What to do.
Give the data below again exactly, and drop each picture from it.

Dataset content.
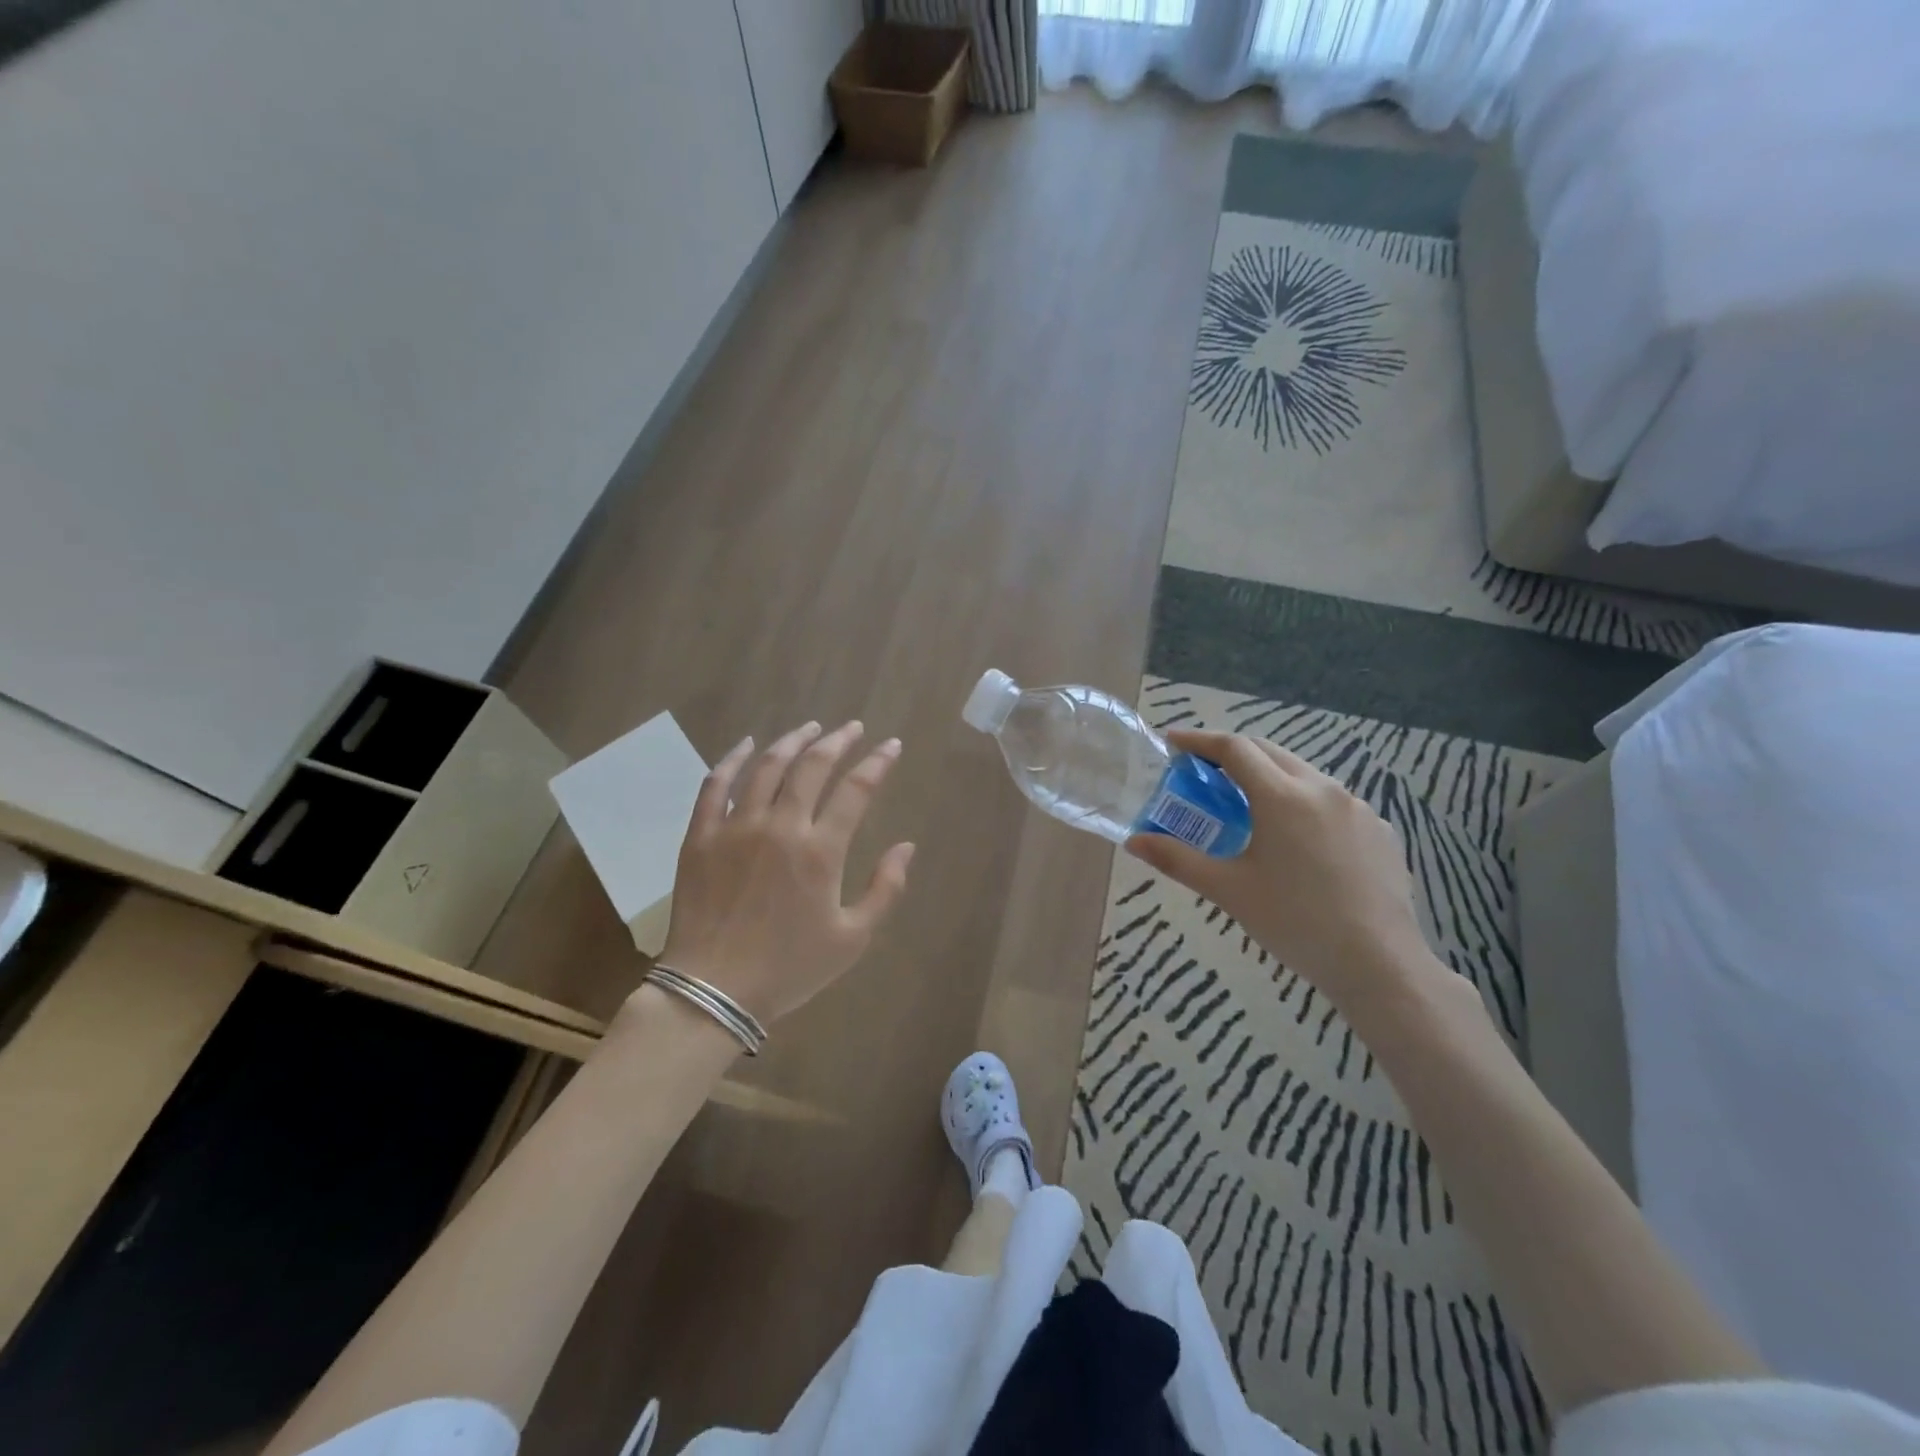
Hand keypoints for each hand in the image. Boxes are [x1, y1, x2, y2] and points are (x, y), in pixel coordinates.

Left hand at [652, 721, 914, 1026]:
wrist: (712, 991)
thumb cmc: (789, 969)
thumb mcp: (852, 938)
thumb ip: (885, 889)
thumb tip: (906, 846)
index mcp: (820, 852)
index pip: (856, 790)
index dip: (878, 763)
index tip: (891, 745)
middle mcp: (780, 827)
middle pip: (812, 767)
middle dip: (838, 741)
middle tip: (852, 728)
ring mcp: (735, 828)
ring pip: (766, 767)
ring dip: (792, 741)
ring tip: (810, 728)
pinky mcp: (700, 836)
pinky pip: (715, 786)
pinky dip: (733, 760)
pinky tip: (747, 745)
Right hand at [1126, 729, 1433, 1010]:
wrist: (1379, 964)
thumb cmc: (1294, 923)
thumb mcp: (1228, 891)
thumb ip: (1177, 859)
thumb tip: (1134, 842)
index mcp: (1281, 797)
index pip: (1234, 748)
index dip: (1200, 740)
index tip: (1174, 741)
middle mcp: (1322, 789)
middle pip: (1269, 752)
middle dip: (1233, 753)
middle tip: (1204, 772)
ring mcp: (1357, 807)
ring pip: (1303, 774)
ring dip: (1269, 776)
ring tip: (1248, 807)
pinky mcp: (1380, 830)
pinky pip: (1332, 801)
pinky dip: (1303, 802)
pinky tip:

Reply.
Hand keypoints for each hand in the image. Boxes are [x1, y1, x2, y2] and points are (x, y), in pixel coordinates.

Left hand at [652, 721, 914, 1026]:
wrist: (712, 991)
thumb cmc: (789, 969)
thumb mcp: (852, 938)
thumb ip: (885, 889)
thumb tip: (906, 846)
index mcp: (820, 852)
index pip: (856, 790)
index dip: (878, 763)
index tip: (891, 745)
middle mcp: (780, 827)
middle pip: (812, 767)
middle dip: (838, 741)
middle tip: (852, 728)
ring mcp: (735, 828)
ring pip: (766, 767)
ring dip: (792, 741)
ring tip: (810, 728)
pinky mcp: (700, 836)
pinky pip: (715, 786)
pinky dip: (733, 760)
pinky tip: (747, 745)
Right hand at [1126, 729, 1433, 1010]:
wrist: (1379, 964)
thumb cmc: (1294, 923)
thumb mcp: (1228, 891)
thumb ip: (1177, 859)
thumb tip: (1134, 842)
index mcp: (1281, 797)
index pip: (1234, 748)
index dip: (1200, 740)
index tip: (1174, 741)
middle mcp: (1322, 789)
middle pip: (1269, 752)
middle dip: (1233, 753)
middle tip: (1204, 772)
ring mcp: (1357, 807)
ring pip: (1303, 774)
ring dip: (1269, 776)
ring tip: (1248, 807)
pinky mcp: (1380, 830)
pinky pip: (1332, 801)
pinky dip: (1303, 802)
pinky tip:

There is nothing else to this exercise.